Bengal Township is located northwest of the center of Clinton County. M-21 crosses the township, leading east to St. Johns, the county seat, and west to Ionia.

==Demographics==
As of the census of 2000, there were 1,174 people, 379 households, and 316 families residing in the township. The population density was 32.1 PD/sqmi. There were 384 housing units at an average density of 10.5 /sqmi. The racial makeup of the township was 97.53% White, 0.09% African American, 0.43% Native American, 0.34% Asian, 1.19% from other races, and 0.43% from two or more races. Hispanic or Latino of any race were 2.30% of the population.

There were 379 households, out of which 43.0% had children under the age of 18 living with them, 77.0% were married couples living together, 3.7% had a female householder with no husband present, and 16.6% were non-families. 15.0% of all households were made up of individuals, and 6.1% had someone living alone who was 65 years of age or older. The average household size was 3.10 and the average family size was 3.47.

In the township the population was spread out, with 33.2% under the age of 18, 6.9% from 18 to 24, 29.6% from 25 to 44, 21.3% from 45 to 64, and 8.9% who were 65 years of age or older. The median age was 35 years. For every 100 females, there were 104.9 males. For every 100 females age 18 and over, there were 108.0 males.
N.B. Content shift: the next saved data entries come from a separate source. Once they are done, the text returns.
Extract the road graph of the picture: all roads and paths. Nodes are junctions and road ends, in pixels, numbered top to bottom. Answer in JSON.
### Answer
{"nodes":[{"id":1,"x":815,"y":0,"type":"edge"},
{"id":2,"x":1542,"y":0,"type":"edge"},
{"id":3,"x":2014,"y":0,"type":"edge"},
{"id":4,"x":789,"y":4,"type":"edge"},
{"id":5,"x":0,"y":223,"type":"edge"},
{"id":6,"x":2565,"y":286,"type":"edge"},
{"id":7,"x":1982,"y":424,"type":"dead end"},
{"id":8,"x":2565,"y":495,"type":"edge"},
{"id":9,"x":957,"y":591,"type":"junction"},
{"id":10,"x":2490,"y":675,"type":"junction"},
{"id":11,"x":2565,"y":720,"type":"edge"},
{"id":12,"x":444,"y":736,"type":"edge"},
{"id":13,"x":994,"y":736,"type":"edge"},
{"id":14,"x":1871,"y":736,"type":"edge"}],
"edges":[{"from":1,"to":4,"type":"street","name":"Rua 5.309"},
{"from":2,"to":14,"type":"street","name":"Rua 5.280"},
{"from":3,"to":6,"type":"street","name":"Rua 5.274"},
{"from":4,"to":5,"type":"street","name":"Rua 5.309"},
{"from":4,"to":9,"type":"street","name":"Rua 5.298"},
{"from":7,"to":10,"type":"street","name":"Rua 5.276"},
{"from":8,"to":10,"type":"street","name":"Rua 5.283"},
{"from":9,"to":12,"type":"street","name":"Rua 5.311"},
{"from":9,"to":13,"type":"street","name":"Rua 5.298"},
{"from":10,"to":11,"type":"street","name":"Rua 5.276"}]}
The median income for a household in the township was $60,673, and the median income for a family was $63,229. Males had a median income of $41,346 versus $29,250 for females. The per capita income for the township was $20,917. About 3.0% of families and 4.2% of the population were below the poverty line, including 5.7% of those under age 18 and 7.3% of those age 65 or over.